The limited effect of that pact, however, is one reason to believe Mr Holslag’s prognosis of a “fiercer economic rivalry and more aggressive regional diplomacy”. Another is what Lalit Mansingh, a former Indian diplomat, calls “the ghost at the banquet”: China’s increasing diplomatic and military influence in Asia—and India’s fear of it.

As Mr Holslag notes, the defeat in 1962 has left a deep suspicion of China in India’s political, academic and diplomatic circles, which is reflected in public opinion. India claims an area of Chinese-held territory in Kashmir the size of Switzerland, while China claims an area three times larger in what is now Indian Arunachal Pradesh. The border dispute remains unresolved. What had lazily been assumed to be the obvious solution—the status quo, in which each country keeps large swathes of territory claimed by the other—seems, if anything, further away than ever. The political difficulties of selling such a deal in India have long been obvious. But China’s renewed harping on its claim in recent years suggests that it in fact does want more than it already has.

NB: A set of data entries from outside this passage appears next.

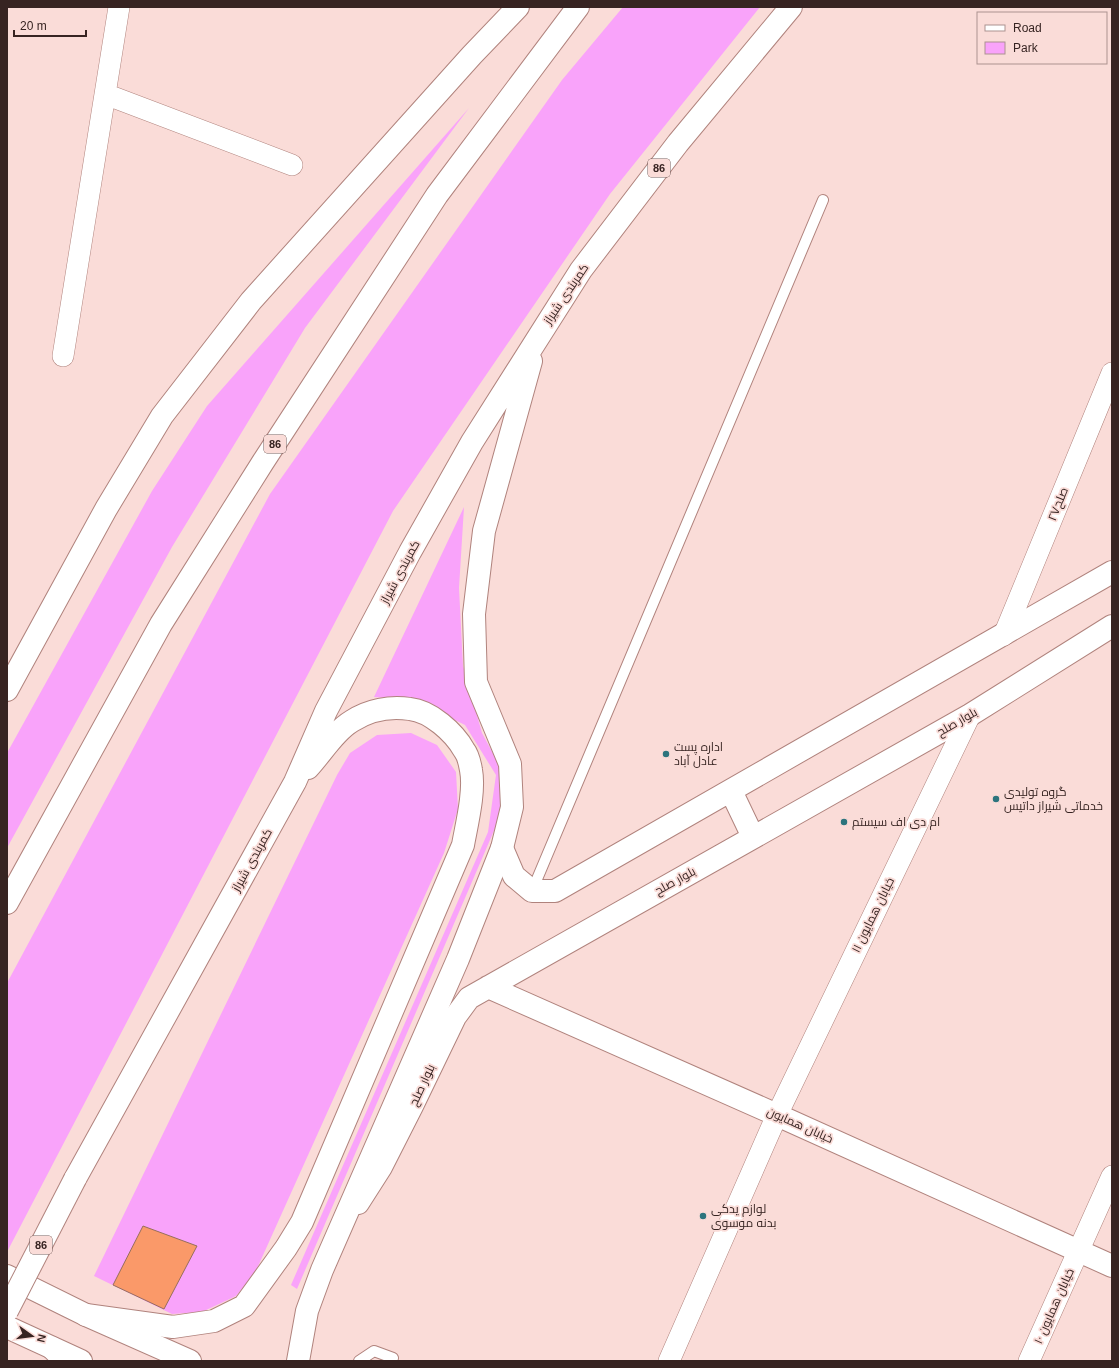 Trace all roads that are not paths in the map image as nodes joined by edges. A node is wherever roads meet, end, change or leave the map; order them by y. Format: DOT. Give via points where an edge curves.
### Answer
graph roads {
  1 [pos="119,7"];
  2 [pos="518,7"];
  3 [pos="578,7"];
  4 [pos="791,7"];
  5 [pos="105,94"];
  6 [pos="292,165"];
  7 [pos="823,200"];
  8 [pos="538,337"];
  9 [pos="63,356"];
  10 [pos="1112,373"];
  11 [pos="1112,572"];
  12 [pos="1112,626"];
  13 [pos="1004,635"];
  14 [pos="7,690"];
  15 [pos="970,715"];
  16 [pos="295,782"];
  17 [pos="731,791"];
  18 [pos="753,837"];
  19 [pos="502,848"];
  20 [pos="532,891"];
  21 [pos="7,903"];
  22 [pos="488,987"];
  23 [pos="777,1115"];
  24 [pos="1112,1176"];
  25 [pos="338,1232"];
  26 [pos="1079,1250"];
  27 [pos="1112,1266"];
  28 [pos="7,1276"];
  29 [pos="7,1311"];
  30 [pos="86,1315"];
  31 [pos="7,1327"];
  32 [pos="58,1355"];
  33 [pos="393,1358"];
  34 [pos="81,1361"];
  35 [pos="190,1361"];
  36 [pos="298,1361"];
  37 [pos="359,1361"];
  38 [pos="669,1361"];
  39 [pos="1029,1361"];
  1 -- 5 [label="street"];
  2 -- 14 [label="main road" via="251,301 162,416 106,508"];
  3 -- 21 [label="main road, 86" via="437,195 263,462 161,624"];
  4 -- 8 [label="main road, کمربندی شیراز / 86" via="668,156 581,270"];
  5 -- 6 [label="street"];
  5 -- 9 [label="street"];
  7 -- 20 [label="lane"];
  8 -- 16 [label="main road, کمربندی شیراز / 86" via="472,442 410,552 326,710"];
  8 -- 19 [label="main road" via="484,531 474,614 476,682 510,764 512,808"];
  10 -- 13 [label="street, صلح۲۷"];
  11 -- 13 [label="main road"];
  12 -- 15 [label="main road, بلوار صلح"];
  13 -- 17 [label="main road"];
  15 -- 18 [label="main road, بلوار صلح"];
  15 -- 23 [label="street, خیابان همایون ۱۱"];
  16 -- 29 [label="main road, کمربندی شیراز / 86, bridge" via="75,1179"];
  16 -- 30 [label="main road" via="350,722 362,715 388,708 411,709 432,717 453,733 465,750 473,785 463,845 302,1222 244,1306 214,1321 173,1328"];
  17 -- 18 [label="main road"];
  17 -- 20 [label="main road" via="556,891"];
  18 -- 22 [label="main road, بلوار صلح"];
  19 -- 20 [label="main road" via="514,876"];
  19 -- 25 [label="main road" via="458,959"];
  22 -- 23 [label="main road, خیابان همایون"];
  22 -- 25 [label="main road, بلوار صلح" via="469,998 455,1017 381,1167"];
  23 -- 26 [label="main road, خیابان همایون"];
  23 -- 38 [label="street, خیابان همایون ۱۱"];
  24 -- 26 [label="street, خیابان همایون ۱۰"];
  25 -- 36 [label="main road" via="307,1311"];
  26 -- 27 [label="main road, خیابان همایون"];
  26 -- 39 [label="street, خیابان همایون ۱۰"];
  28 -- 30 [label="main road"];
  30 -- 35 [label="main road"];
  31 -- 32 [label="main road"];
  32 -- 34 [label="main road"];
  33 -- 37 [label="lane" via="374,1351"];
} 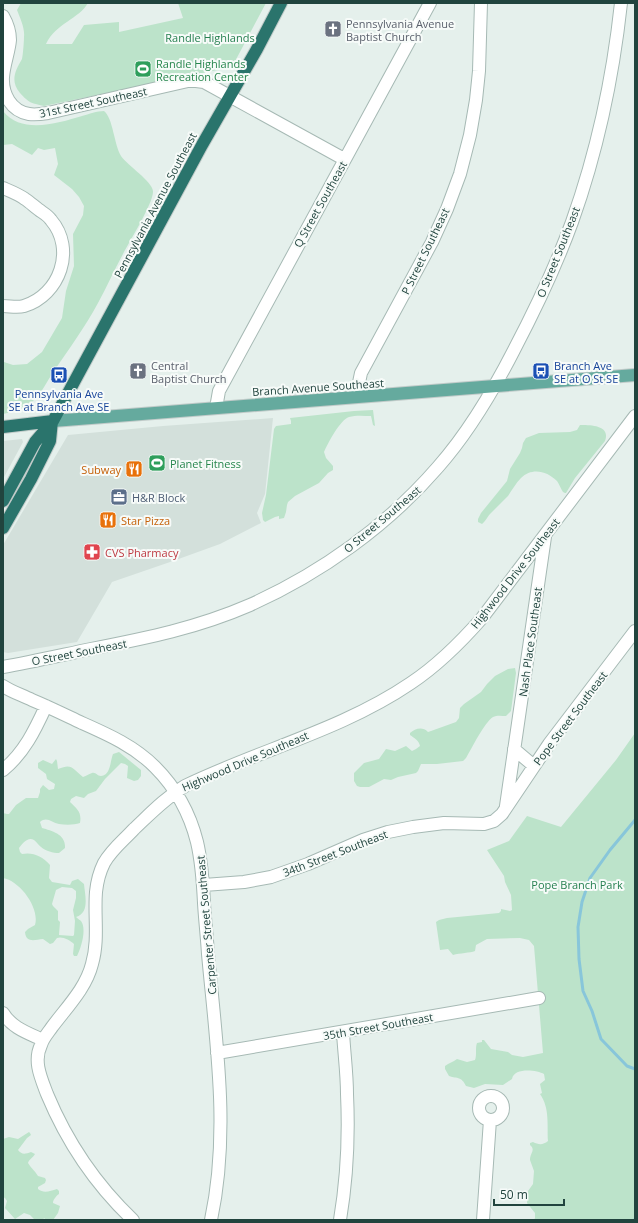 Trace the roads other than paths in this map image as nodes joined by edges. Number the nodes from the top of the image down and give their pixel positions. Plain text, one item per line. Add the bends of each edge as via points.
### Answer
1 (281, 3) edge
2 (430, 3) edge
3 (480, 3) edge
4 (621, 3) edge
5 (3, 16) edge
6 (230, 97) junction
7 (344, 159) junction
8 (3, 188) edge
9 (3, 306) edge
10 (635, 375) edge
11 (495, 386) junction
12 (356, 397) junction
13 (216, 408) junction
14 (635, 416) edge
15 (52, 421) junction
16 (3, 427) edge
17 (3, 500) edge
18 (3, 528) edge
19 (545, 536) junction
20 (635, 631) edge
21 (3, 667) edge
22 (3, 686) edge
23 (46, 706) junction
24 (514, 749) junction
25 (534, 766) junction
26 (3, 770) edge
27 (175, 792) junction
28 (506, 809) junction
29 (204, 886) junction
30 (539, 998) dead end
31 (3, 1013) edge
32 (343, 1032) junction
33 (43, 1040) junction
34 (217, 1054) junction
35 (490, 1120) dead end
36 (133, 1220) edge
37 (212, 1220) edge
38 (340, 1220) edge
39 (483, 1220) edge

1 - 6 highway, Pennsylvania Avenue Southeast
2 - 7 street, Q Street Southeast
3 - 12 street, P Street Southeast via 477,93 460,174 432,242 361,373
4 - 11 street, O Street Southeast via 607,92 584,187 549,278
5 - 6 street, 31st Street Southeast via 10,39 3,76 4,89 11,104 22,112 48,113 192,81 204,82
6 - 7 street, 31st Street Southeast
6 - 15 highway, Pennsylvania Avenue Southeast
7 - 13 street, Q Street Southeast via 219,391
8 - 9 street via 24,198 51,219 58,231 64,257 59,276 46,294 24,306
10 - 11 main road, Branch Avenue Southeast
11 - 12 main road, Branch Avenue Southeast
11 - 21 street, O Street Southeast via 454,448 413,494 345,550 302,578 248,606 186,629
12 - 13 main road, Branch Avenue Southeast
13 - 15 main road, Branch Avenue Southeast
14 - 19 street, Highwood Drive Southeast
15 - 16 highway, Branch Avenue Southeast
15 - 17 highway, Pennsylvania Avenue Southeast via 35,442
15 - 18 highway, Pennsylvania Avenue Southeast via 50,441
19 - 24 street, Nash Place Southeast
19 - 27 street, Highwood Drive Southeast via 471,631 413,682 355,715
20 - 25 street, Pope Street Southeast
22 - 23 street, Carpenter Street Southeast
23 - 26 street via 22,751
23 - 27 street, Carpenter Street Southeast via 130,746 156,768
24 - 25 street
24 - 28 street, Nash Place Southeast
25 - 28 street, Pope Street Southeast
27 - 29 street, Carpenter Street Southeast via 195,835
27 - 33 street, Highwood Drive Southeast via 117,846 104,863 96,891 96,940 90,972
28 - 29 street, 34th Street Southeast via 497,819 488,823 444,823 393,831 356,842 308,864 271,877
29 - 34 street, Carpenter Street Southeast
30 - 32 street, 35th Street Southeast
31 - 33 street via 16,1026
32 - 34 street, 35th Street Southeast
32 - 38 street via 348,1136 346,1180
33 - 36 street, Highwood Drive Southeast via 38,1052 38,1068 60,1123 90,1172
34 - 37 street, Carpenter Street Southeast via 221,1140
35 - 39 street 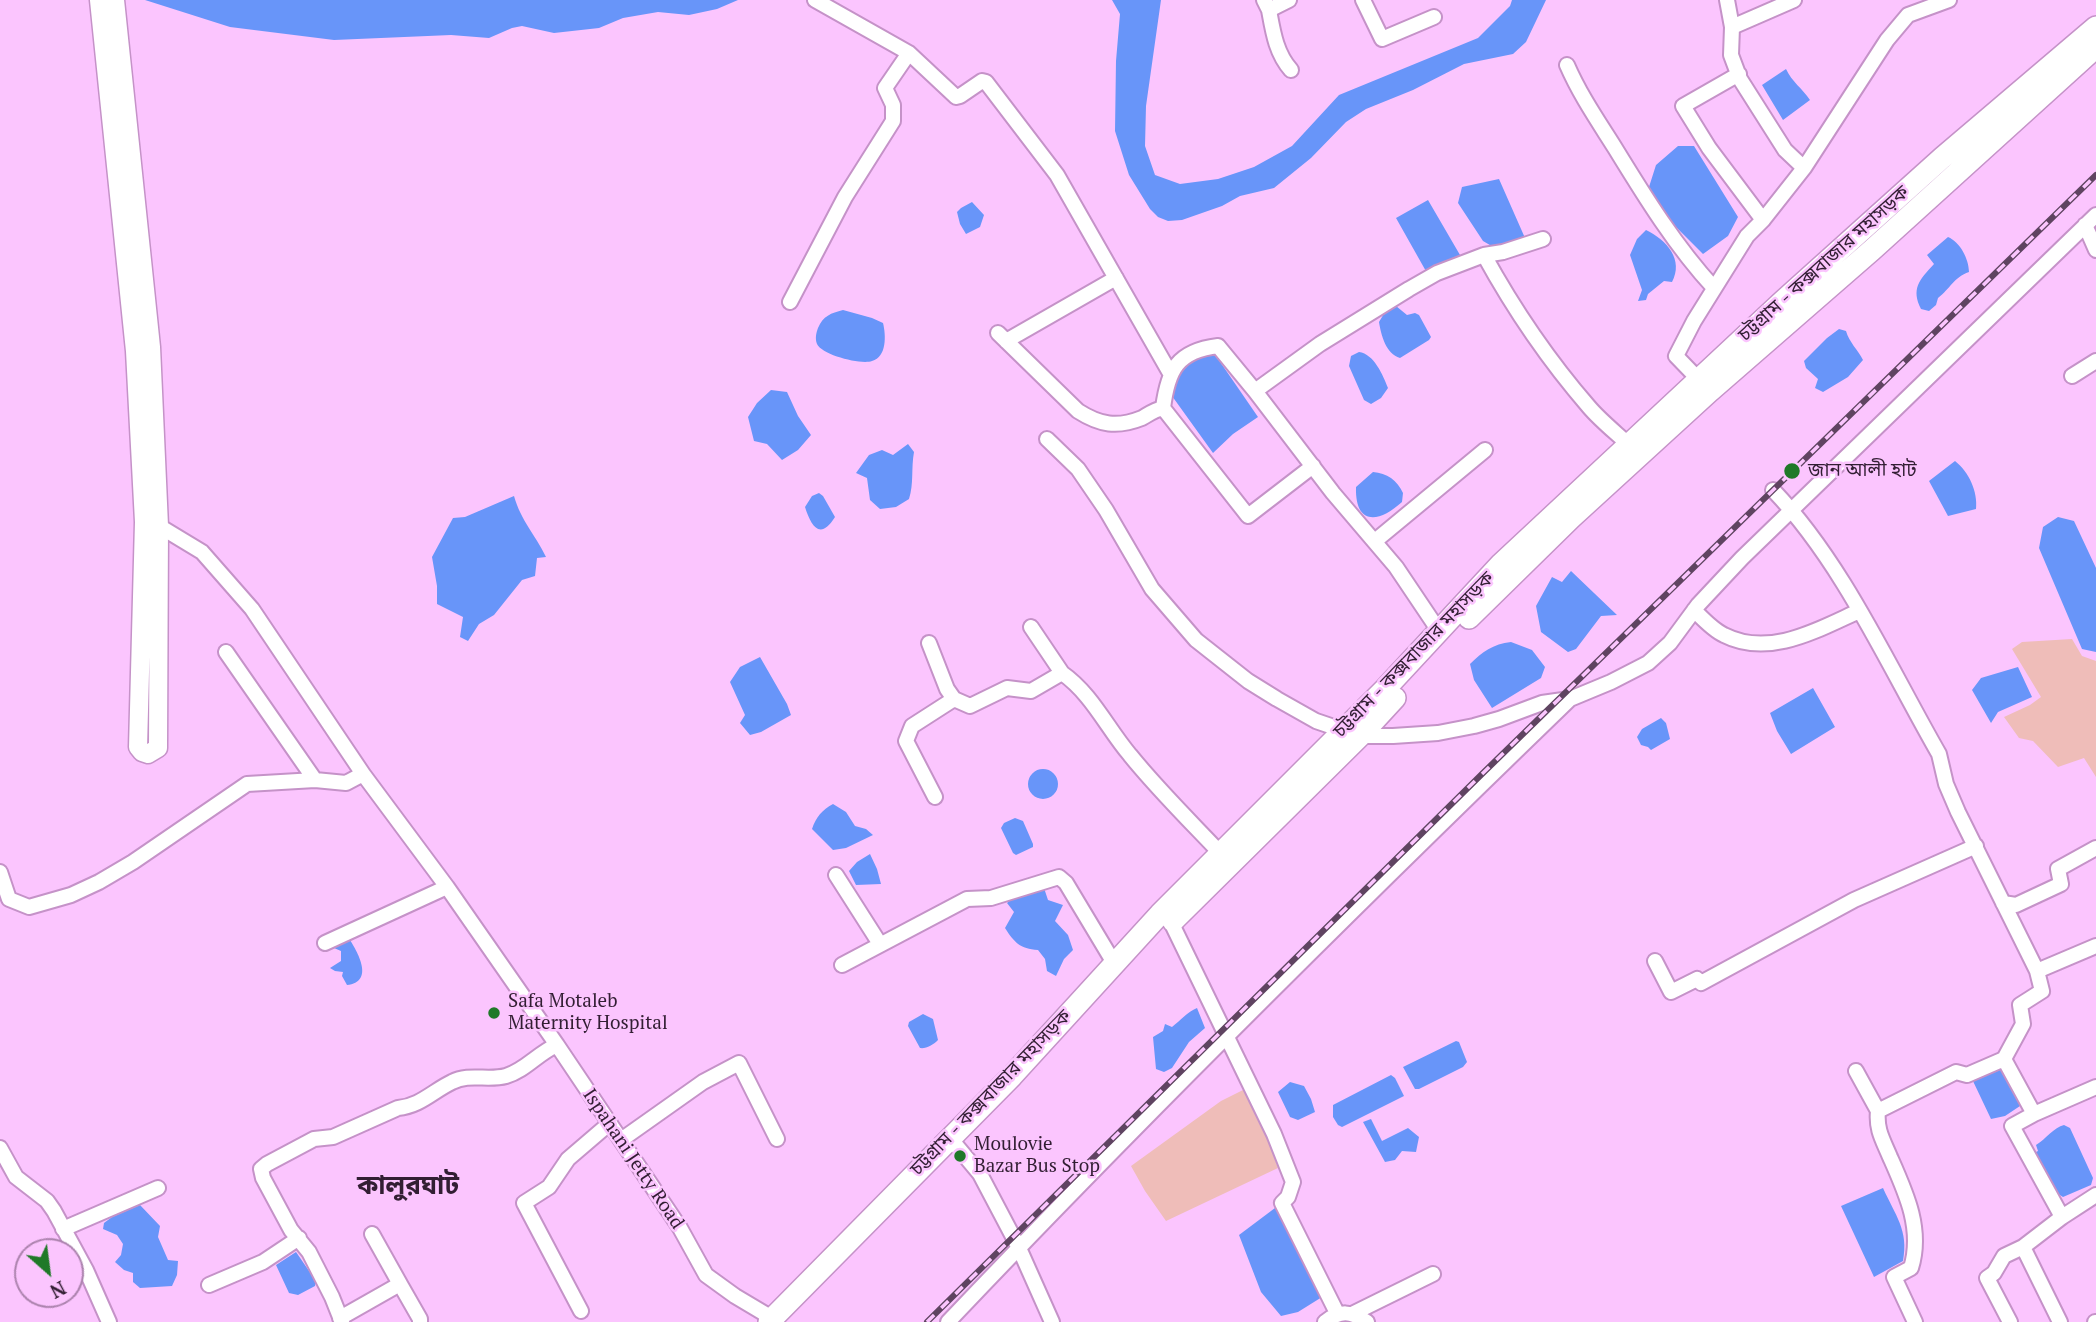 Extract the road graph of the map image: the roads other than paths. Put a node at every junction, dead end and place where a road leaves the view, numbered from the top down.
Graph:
1 (99, 0) edge
2 (115, 0) edge
3 (815, 0) edge
4 (1289, 0) edge
5 (1363, 0) edge
6 (1727, 0) edge
7 (1794, 0) edge
8 (1949, 0) edge
9 (1266, 5) edge
10 (1434, 17) dead end
11 (110, 25) junction
12 (1732, 27) junction
13 (2096, 27) edge
14 (2096, 47) edge
15 (909, 53) junction
16 (1567, 65) dead end
17 (1291, 71) dead end
18 (1738, 74) junction
19 (1804, 168) junction
20 (2096, 215) edge
21 (1763, 220) junction
22 (2085, 225) junction
23 (1543, 239) dead end
24 (2096, 250) edge
25 (1484, 255) junction
26 (1116, 278) junction
27 (1714, 288) junction
28 (790, 302) dead end
29 (2096, 361) edge
30 (1170, 373) junction
31 (2072, 376) dead end
32 (1704, 385) junction
33 (1255, 391) junction
34 (1163, 408) junction
35 (1047, 439) dead end
36 (1628, 444) junction
37 (1485, 450) dead end
38 (1313, 466) junction
39 (1773, 490) dead end
40 (1793, 510) junction
41 (159, 526) junction
42 (1374, 541) junction
43 (1694, 610) junction
44 (1859, 611) junction
45 (1031, 627) dead end
46 (1439, 631) junction
47 (929, 643) dead end
48 (226, 652) dead end
49 (1062, 673) junction
50 (954, 699) junction
51 (1570, 699) junction
52 (1352, 733) junction
53 (363, 774) junction
54 (315, 780) junction
55 (935, 797) dead end
56 (1976, 846) junction
57 (2096, 848) edge
58 (1225, 858) junction
59 (0, 872) edge
60 (836, 875) dead end
61 (447, 887) junction
62 (2003, 903) junction
63 (1171, 922) junction
64 (326, 943) dead end
65 (880, 944) junction
66 (2096, 946) edge
67 (1655, 961) dead end
68 (1114, 963) junction
69 (842, 965) dead end
70 (2037, 971) junction
71 (1226, 1037) junction
72 (557, 1045) junction
73 (2004, 1059) junction
74 (1856, 1071) dead end
75 (2096, 1087) edge
76 (1878, 1111) junction
77 (2034, 1114) junction
78 (610, 1123) junction
79 (777, 1139) dead end
80 (621, 1140) junction
81 (954, 1143) junction
82 (0, 1148) edge
83 (158, 1188) dead end
84 (2096, 1195) edge
85 (2062, 1217) junction
86 (63, 1229) junction
87 (372, 1234) dead end
88 (299, 1238) junction
89 (2023, 1247) junction
90 (1019, 1248) junction
91 (1433, 1274) dead end
92 (400, 1284) junction
93 (209, 1285) dead end
94 (581, 1311) dead end
95 (1354, 1313) junction
96 (1331, 1317) edge
97 (341, 1320) edge
98 (777, 1321) edge
99 (109, 1322) edge
100 (419, 1322) edge
101 (948, 1322) edge
102 (1052, 1322) edge
103 (1367, 1322) edge
104 (1914, 1322) edge
105 (2010, 1322) edge
106 (2060, 1322) edge

1 - 11 main road
2 - 11 main road
3 - 15 street
4 - 9 street
5 - 10 street
6 - 12 street
7 - 12 street
8 - 19 street
9 - 17 street
11 - 41 main road
11 - 41 main road
12 - 18 street
13 - 32 highway, চট্টগ্রাম - কক্সবাজার মহাসড়ক
14 - 32 highway, চট্টগ্রাম - কক্সবাজার মহাসড়ক
15 - 26 street
15 - 28 street
16 - 27 street
18 - 19 street
18 - 21 street
19 - 21 street
20 - 22 street
21 - 27 street
22 - 24 street
22 - 40 street
23 - 25 street
25 - 33 street
25 - 36 street
26 - 30 street
26 - 34 street
27 - 32 street
29 - 31 street
30 - 33 street
30 - 34 street
32 - 36 highway, চট্টগ্রাম - কক্সবাজার মহাসড়ক
32 - 52 highway, চট্টগ্রাম - কক্সবাজার মহাসড়ক
33 - 38 street
34 - 38 street
35 - 52 street
36 - 46 highway, চট্টগ্রাম - কক্সবাজার মহাসড়ক
37 - 42 street
38 - 42 street
39 - 40 street
40 - 43 street
40 - 44 street
41 - 53 street, Ispahani Jetty Road
42 - 46 street
43 - 44 street
43 - 51 street
44 - 56 street
45 - 49 street
46 - 52 highway, চট্টগ্রাম - কক্সবাজার মহাসড়ক
47 - 50 street
48 - 54 street
49 - 50 street
49 - 58 street
50 - 55 street
51 - 52 street
51 - 71 street
52 - 58 highway, চট্টগ্রাম - কক্সবাজার মহাসড়ক
53 - 54 street
53 - 61 street, Ispahani Jetty Road
54 - 59 street
56 - 62 street
56 - 67 street
57 - 62 street
58 - 63 highway, চট্টগ্রাম - কক্সবাজার মহাসড়ক
58 - 68 highway, চট্টগ্রাম - কক্সবাজার মহাসড়ক
60 - 65 street
61 - 64 street
61 - 72 street, Ispahani Jetty Road
62 - 70 street
63 - 71 street
63 - 81 highway, চট্টগ্রাম - কক্সবাজার মহাসড়ক
65 - 68 street
65 - 69 street
66 - 70 street
68 - 81 highway, চট্টগ্রাম - কক্সবাজার মহাসড়ক
70 - 73 street
71 - 90 street
71 - 96 street
72 - 78 street, Ispahani Jetty Road
72 - 88 street
73 - 76 street
73 - 77 street
74 - 76 street
75 - 77 street
76 - 104 street
77 - 85 street
78 - 80 street, Ispahani Jetty Road
78 - 94 street
79 - 80 street
80 - 98 street, Ispahani Jetty Road
81 - 90 street
81 - 98 highway, চট্টগ্রাম - কক্সবাজার মহাসড়ক
82 - 86 street
83 - 86 street
84 - 85 street
85 - 89 street
86 - 99 street
87 - 92 street
88 - 93 street
88 - 97 street
89 - 105 street
89 - 106 street
90 - 101 street
90 - 102 street
91 - 95 street
92 - 97 street
92 - 100 street
95 - 96 street
95 - 103 street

In putting the strategic rivalry at the centre of his analysis, Mr Holslag provides a useful corrective to some of the more starry-eyed visions of a semi-cohesive “Chindia”. He cannot, however, overcome the two biggest difficulties of tackling the subject. One is that both countries are so big and so complex that at times broad-brush simplification of their histories and policies veers into distortion.

The second is that India is full of voluble politicians, academics, diplomats and ordinary people with fiercely held views on China. Across the border, however, fewer Chinese regard India as an issue of immediate importance, and debate on the relationship is far more circumscribed. Cyberspace may be the exception, but it is largely ignored in this account. A consequence of this—and it is something many Indians are painfully aware of—is that Indian policy often appears fragile, contradictory and self-defeating, whereas China’s seems coherent, single-minded and effective. Yet it is hard to imagine that China can have a higher foreign-policy goal in South Asia than keeping relations with India on a fairly even keel. Maybe, for once, it is Chinese policy that is in disarray.